"""

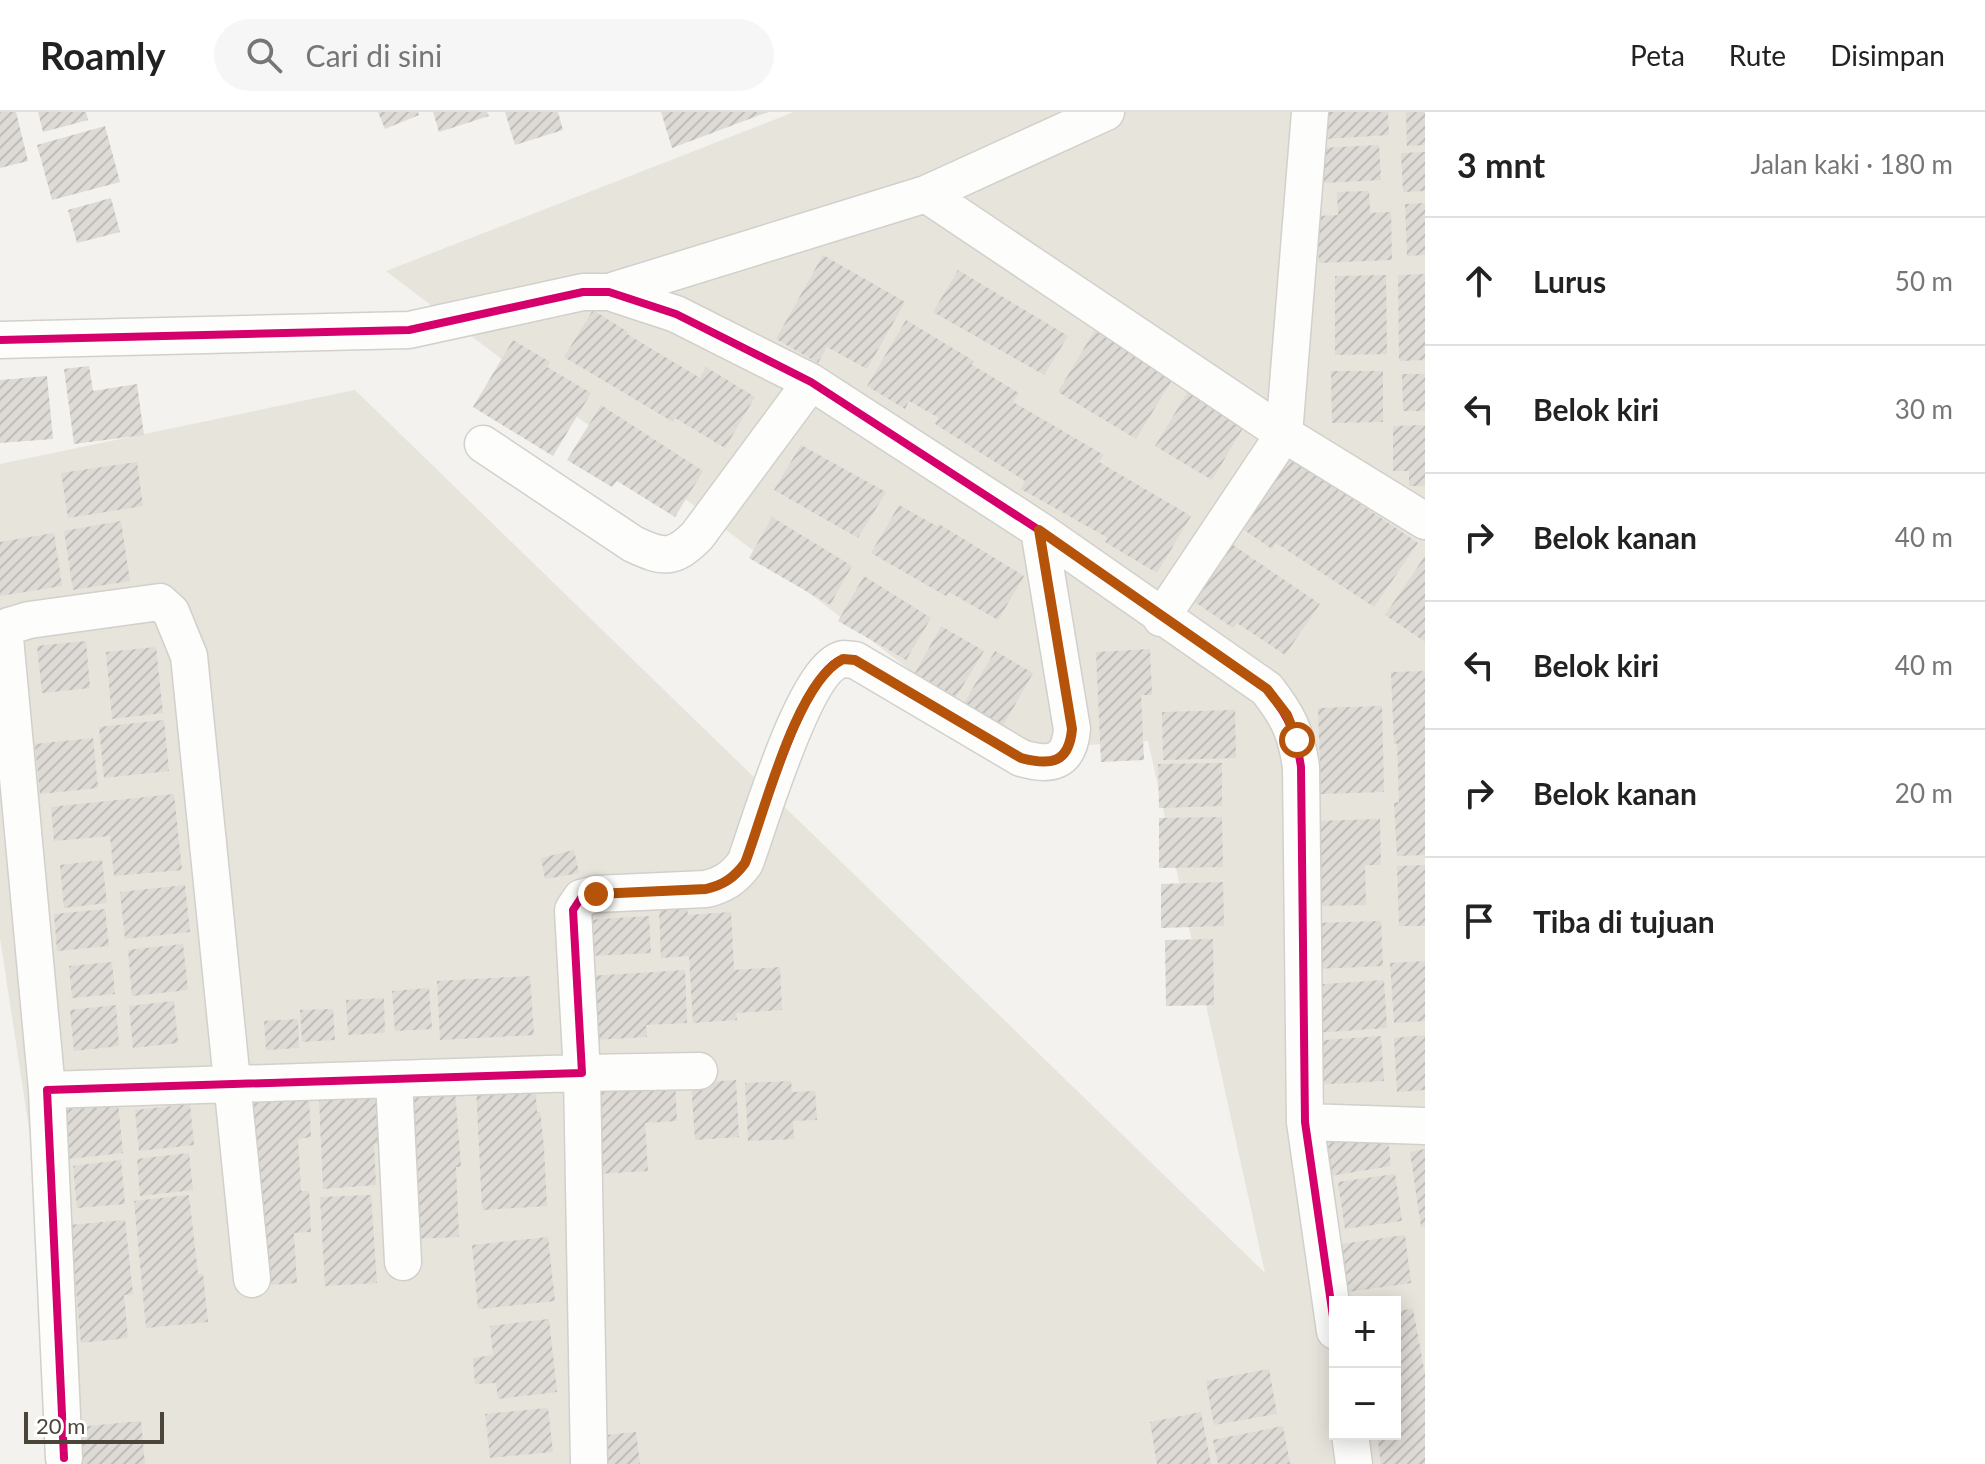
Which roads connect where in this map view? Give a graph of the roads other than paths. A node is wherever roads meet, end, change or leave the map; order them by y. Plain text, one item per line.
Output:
1 (1106, 112) edge
2 (1310, 112) edge
3 (926, 194) junction
4 (609, 292) junction
5 (0, 340) edge
6 (811, 382) junction
7 (1284, 434) junction
8 (483, 444) dead end
9 (1425, 521) edge
10 (1039, 530) junction
11 (1161, 618) junction
12 (699, 1071) dead end
13 (582, 1073) junction
14 (394, 1080) junction
15 (233, 1085) junction
16 (47, 1090) junction
17 (1305, 1122) junction
18 (1425, 1126) edge
19 (403, 1262) dead end
20 (252, 1279) dead end
21 (1330, 1296) edge
22 (1351, 1440) edge
23 (64, 1458) dead end
24 (589, 1464) edge
25 (1354, 1464) edge

1 - 3 street
2 - 7 street
3 - 4 street
3 - 7 street
4 - 5 street
4 - 6 street
6 - 8 street
6 - 10 street
7 - 9 street
7 - 11 street
10 - 11 street
10 - 13 street
11 - 17 street
12 - 13 street
13 - 14 street
13 - 24 street
14 - 15 street
14 - 19 street
15 - 16 street
15 - 16 street
15 - 20 street
16 - 23 street
17 - 18 street
17 - 21 street
22 - 25 street

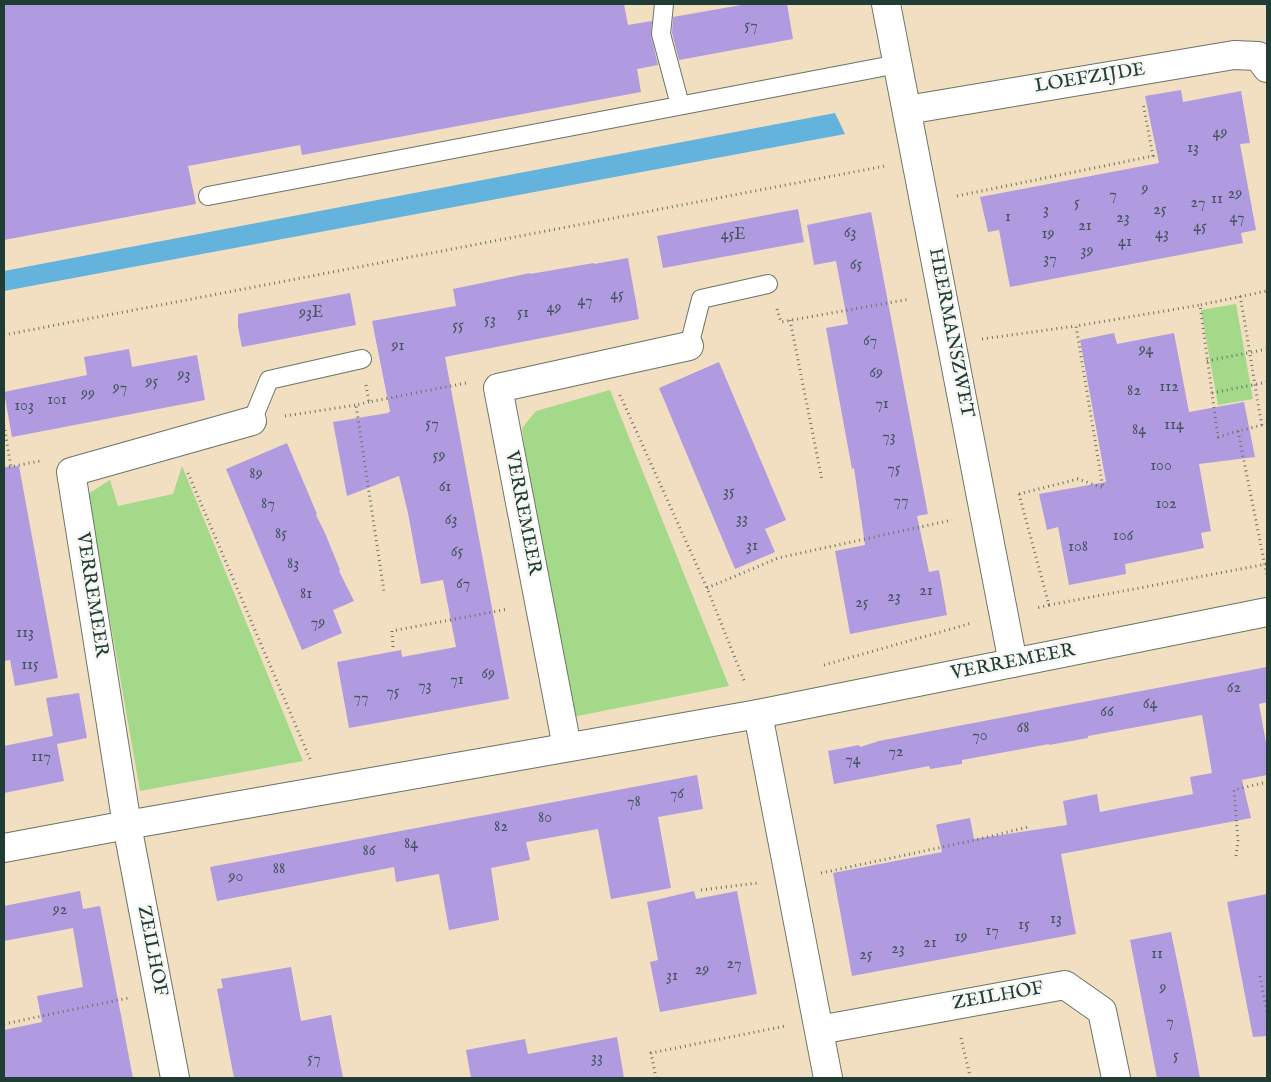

"""

→ INSTRUCTIONS TO FOLLOW
Word for word, quote the lines above. Omit the pictures.

→ ANSWER TO THIS TASK
Which roads connect where in this map view? Give a graph of the roads other than paths. A node is wherever roads meet, end, change or leave the map; order them by y. Plain text, one item per line.
Output:
1 (1106, 112) edge
2 (1310, 112) edge
3 (926, 194) junction
4 (609, 292) junction
5 (0, 340) edge
6 (811, 382) junction
7 (1284, 434) junction
8 (483, 444) dead end
9 (1425, 521) edge
10 (1039, 530) junction
11 (1161, 618) junction
12 (699, 1071) dead end
13 (582, 1073) junction
14 (394, 1080) junction
15 (233, 1085) junction
16 (47, 1090) junction
17 (1305, 1122) junction
18 (1425, 1126) edge
19 (403, 1262) dead end
20 (252, 1279) dead end
21 (1330, 1296) edge
22 (1351, 1440) edge
23 (64, 1458) dead end
24 (589, 1464) edge
25 (1354, 1464) edge

1 - 3 street
2 - 7 street
3 - 4 street
3 - 7 street
4 - 5 street
4 - 6 street
6 - 8 street
6 - 10 street
7 - 9 street
7 - 11 street
10 - 11 street
10 - 13 street
11 - 17 street
12 - 13 street
13 - 14 street
13 - 24 street
14 - 15 street
14 - 19 street
15 - 16 street
15 - 16 street
15 - 20 street
16 - 23 street
17 - 18 street
17 - 21 street
22 - 25 street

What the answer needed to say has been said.